Publié par Lucie Lebreton, le 6 juillet 2023.

        Ma petite soeur Maëlle s’apprête à quitter son petit village normand pour la ville. C’est à l’âge de 18 ans qu’elle prend son envol pour Caen, et elle n’est pas la seule. Selon l’Insee, 20 % des jeunes ruraux partent s’installer en ville une fois la majoritée arrivée (1). A l’appréhension de quitter le domicile familial, s’ajoute celle de changer d’environnement. 

 

        Les résultats du bac viennent de tomber pour Maëlle. C’est officiel, elle est bachelière, avec la mention bien en prime. L’avenir se dessine de façon plus certaine devant ses yeux. Au mois de septembre elle prendra la route, direction Caen, afin de débuter ses études.Je vais en licence sciences de la vie LAS (Licence accès santé) pour tenter kiné ”, explique-t-elle, avec une certaine pointe de trac dans la voix. 

        Cette nouvelle étape scolaire coincide également avec un grand changement de vie. Après avoir grandi 18 ans dans un petit village de 700 habitants, dans le sud de la Manche, elle se prépare à déménager en ville. Un bouleversement donc mais “je ne sais pas trop à quoi m’attendre, j’y ai jamais trop pensé”, m’avoue-t-elle. 

 

Déménager en ville : Un choix ?

        Lorsque je demande à Maëlle si c’est un choix pour elle de s’installer en ville, elle me répond en premier temps oui, d’un ton assuré, mais le silence s’est vité installé. Après quelques secondes de réflexion, elle se reprend : “Mais non, non ce n’est pas un choix. C’est pour mes études que je pars, donc je n’ai pas le choix.” La décision de partir étudier en ville ne serait donc qu’un choix en apparence. 

        En effet, l’offre de formation en études supérieures en milieu rural  est limitée. Certains lycées proposent des formations courtes, à l’image des bts (Brevet de technicien supérieur). Cependant, les universités sont en ville. 

        La poursuite des études supérieures est la principale cause du déménagement des jeunes ruraux vers les zones urbaines.

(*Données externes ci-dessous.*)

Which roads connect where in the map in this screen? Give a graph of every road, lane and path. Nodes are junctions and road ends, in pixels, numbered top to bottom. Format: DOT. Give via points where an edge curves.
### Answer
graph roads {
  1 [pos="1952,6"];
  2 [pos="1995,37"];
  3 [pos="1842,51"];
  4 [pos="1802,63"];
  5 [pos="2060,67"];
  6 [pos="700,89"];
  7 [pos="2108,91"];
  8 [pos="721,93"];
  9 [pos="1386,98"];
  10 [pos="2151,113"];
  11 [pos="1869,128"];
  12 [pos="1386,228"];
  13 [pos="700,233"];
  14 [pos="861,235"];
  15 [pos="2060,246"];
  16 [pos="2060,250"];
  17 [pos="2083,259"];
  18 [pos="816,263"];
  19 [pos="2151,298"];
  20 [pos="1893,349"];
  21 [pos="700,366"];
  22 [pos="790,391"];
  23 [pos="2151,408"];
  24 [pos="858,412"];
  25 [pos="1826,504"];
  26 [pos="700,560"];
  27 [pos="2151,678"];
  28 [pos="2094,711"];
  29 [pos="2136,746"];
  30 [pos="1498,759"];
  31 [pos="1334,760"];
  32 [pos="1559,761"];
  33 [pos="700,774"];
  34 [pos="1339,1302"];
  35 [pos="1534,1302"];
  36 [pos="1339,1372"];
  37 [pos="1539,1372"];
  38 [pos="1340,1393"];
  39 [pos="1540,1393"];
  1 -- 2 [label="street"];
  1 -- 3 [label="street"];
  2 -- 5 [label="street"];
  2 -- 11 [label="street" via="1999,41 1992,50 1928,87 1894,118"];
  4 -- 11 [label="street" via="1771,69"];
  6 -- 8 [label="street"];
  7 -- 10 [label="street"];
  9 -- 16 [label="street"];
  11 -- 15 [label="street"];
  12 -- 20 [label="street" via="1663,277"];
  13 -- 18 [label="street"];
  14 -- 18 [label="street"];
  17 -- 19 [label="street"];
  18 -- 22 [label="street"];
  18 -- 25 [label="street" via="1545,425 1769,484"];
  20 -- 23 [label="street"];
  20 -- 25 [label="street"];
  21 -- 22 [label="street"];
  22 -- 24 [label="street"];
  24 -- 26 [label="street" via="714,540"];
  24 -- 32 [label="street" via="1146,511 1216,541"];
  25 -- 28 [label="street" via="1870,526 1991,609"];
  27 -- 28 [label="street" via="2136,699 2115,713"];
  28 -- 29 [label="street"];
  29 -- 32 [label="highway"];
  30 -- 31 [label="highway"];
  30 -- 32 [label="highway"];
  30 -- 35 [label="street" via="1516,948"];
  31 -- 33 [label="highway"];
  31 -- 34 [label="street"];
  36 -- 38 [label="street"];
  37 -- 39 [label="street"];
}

Selon l’INSEE (Institut national de la statistique et des études économiques) c’est le cas de 93% d’entre eux (2). 

        Pourtant, certains étudiants refusent de faire ce choix. 25 % des familles de milieu rural envisagent des études longues pour leurs enfants, contre 45% des familles vivant  milieu urbain (3). Et pour cause, déménager en ville implique plusieurs difficultés pouvant être décourageantes. 

        Le premier obstacle est financier. Le CESE (Conseil économique social et environnemental) a publié en rapport en 2017 mettant en lumière que « l’aspect financier est un frein à la poursuite des études supérieures, notamment quand elles nécessitent le départ du foyer parental. » (4)  Les jeunes ruraux sont donc d’autant plus touchés par cette difficulté, car ils sont dans l’obligation de quitter leur domicile. Plusieurs frais sont alors à prendre en compte, à l’image du loyer ou des transports. 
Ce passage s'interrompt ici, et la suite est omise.